Lauren may have been totally over the over-achieving mega-intern who became quite the upstart when she outperformed Lauren in just about every aspect of the job, but I was completely riveted by the seemingly perfect New-York-bred Emily and her excruciatingly impressive work ethic. The flawless feet-first camera pan that introduced us to Emily made us feel like we were watching “Ugly Betty” or The Devil Wears Prada. That’s how epic it was. Whitney, as usual, gave an excuse (okay, I’m being too harsh on the girl, she was getting her wisdom teeth removed) to Lisa when presented with the important task of planning the Teen Vogue dinner, leaving Lauren alone to work with Emily. The inconveniences tying Whitney down always seem to be convenient ways for the producers to get in some classic Lauren-only moments. Sigh. The things one does at the expense of camera time for Whitney…

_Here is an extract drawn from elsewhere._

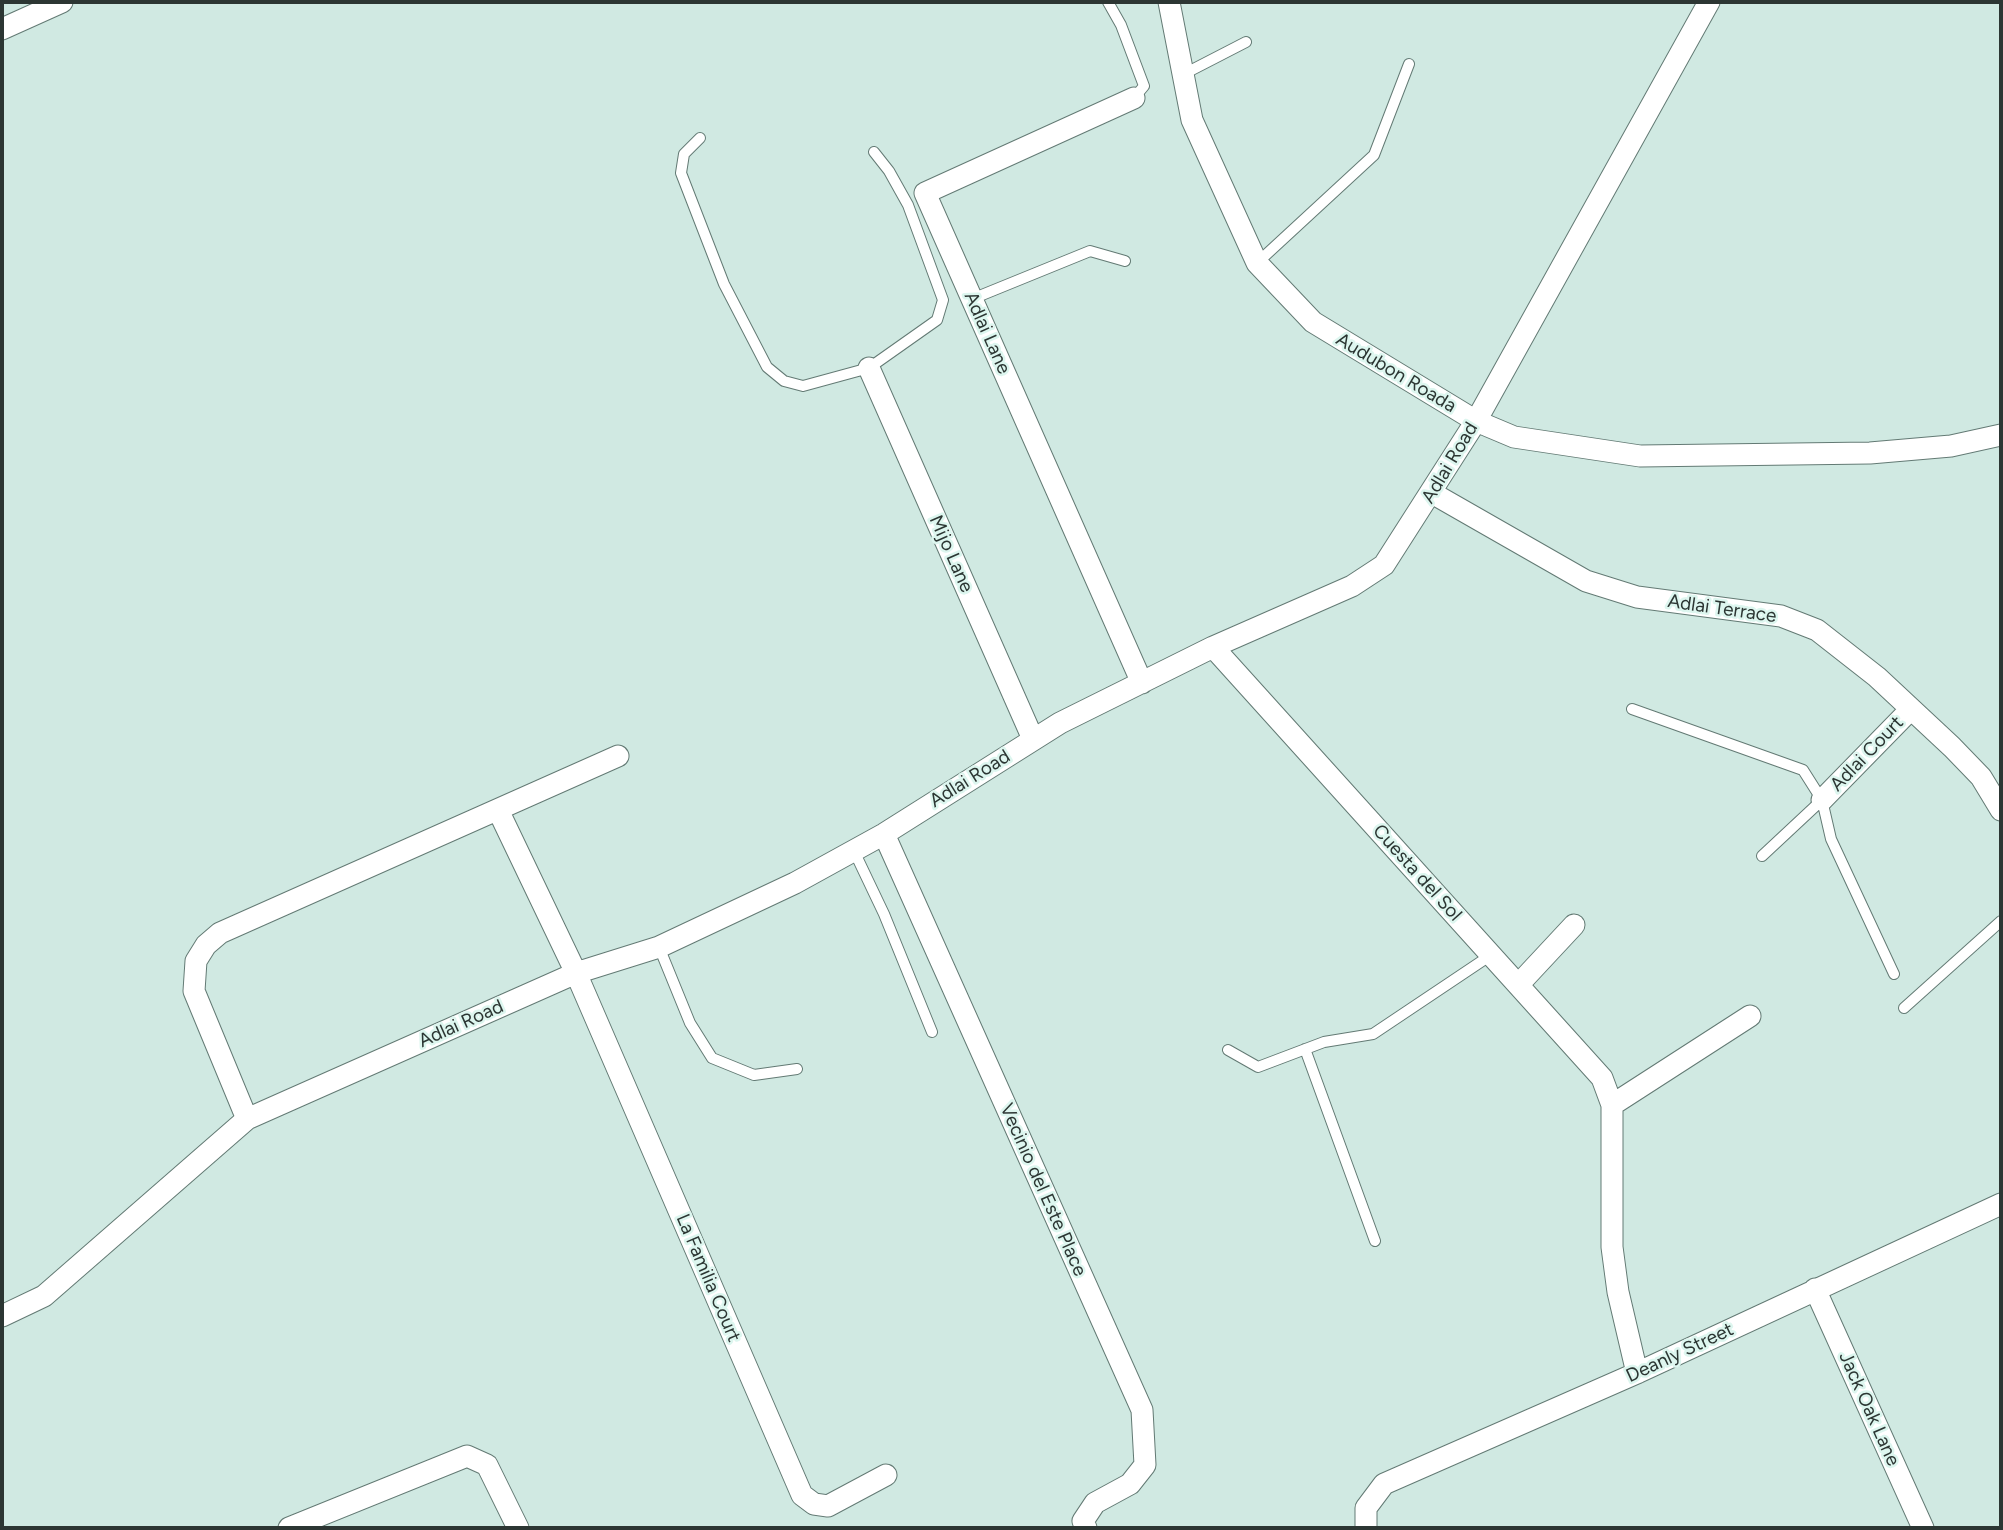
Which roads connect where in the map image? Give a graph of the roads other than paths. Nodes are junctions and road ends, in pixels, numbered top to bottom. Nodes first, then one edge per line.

It’s not that Lauren is less capable or less hard working than Emily, it’s just that the girl’s not worldly. She may be quite knowledgeable about L.A. love, but the girl doesn’t know Chinoiserie from, well, actually she just doesn’t know Chinoiserie at all (nor does she know the random flowers that Emily boasted to have had in her home). Emily, a full-time student at NYU with an internship at Chanel in addition to her job with Teen Vogue, is precisely the yin to Lauren’s yang, and the two could have probably worked well together had they realized the complementariness of their disparate skills. Lauren visited a wisdom-teeth-less Whitney (congratulations to Whitney’s parent’s house for making its first appearance!) and expressed her newfound appreciation for Whitney’s presence at work (that is, Whitney outshines Lauren, but in much more subtle and tasteful ways than does Emily). Lauren didn’t seem to care much about Whitney’s faulty surgery, but neither did Whitney. The two exchanged knowing grins when, later, Lisa requested that some of the flowers (that Emily picked out) at the dinner be taken away, though it was only seconds later when they mutually grimaced at Lisa’s decision to invite Emily to the dinner. The fakeness was so thick at the final encounter between Emily and Lauren and Whitney you could cut it with the knife Emily used at the dinner while Lauren and Whitney moped in a car.

I don’t know how Audrina felt herself, but I felt unbelievably relieved when I saw Audrina was let in on the Spencer trash-talk fest with Heidi and Lauren. If that isn’t absolute proof that Audrina has reclaimed her position among the girls, then Lauren can’t type. (According to Lisa Love, that is just about all Lauren can do when it comes to dinner planning. Apparently Lauren’s subpar handwriting is not appropriate for the invitations sent out to those eminent beings at Teen Vogue.) Spencer got ambushed via speakerphone when Heidi, with Audrina and Lauren, confronted him about his shameless double-dipping. Spencer’s lying has become increasingly pathological and his utter denial of Heidi’s accusations certainly didn’t mitigate the situation. When he called Heidi at work, she told him that she’d need a break before getting re-involved with him.

The unambiguous anti-Spencer advice abounded as Heidi confided in two co-workers, Lauren, and Audrina. Things became a little less clear as Heidi admitted to still having some inexplicably strong feelings for Spencer. Sia’s hauntingly comforting “Breathe Me” played as Heidi drove off with Spencer into the heartless (according to Lauren) streets of L.A., answering the lingering questions of Heidi’s loyalty. Thumbs up to the clever music editors’ meaningful song choice, thumbs down to Heidi’s cloudy judgment. All of my other fingers go to Super Intern.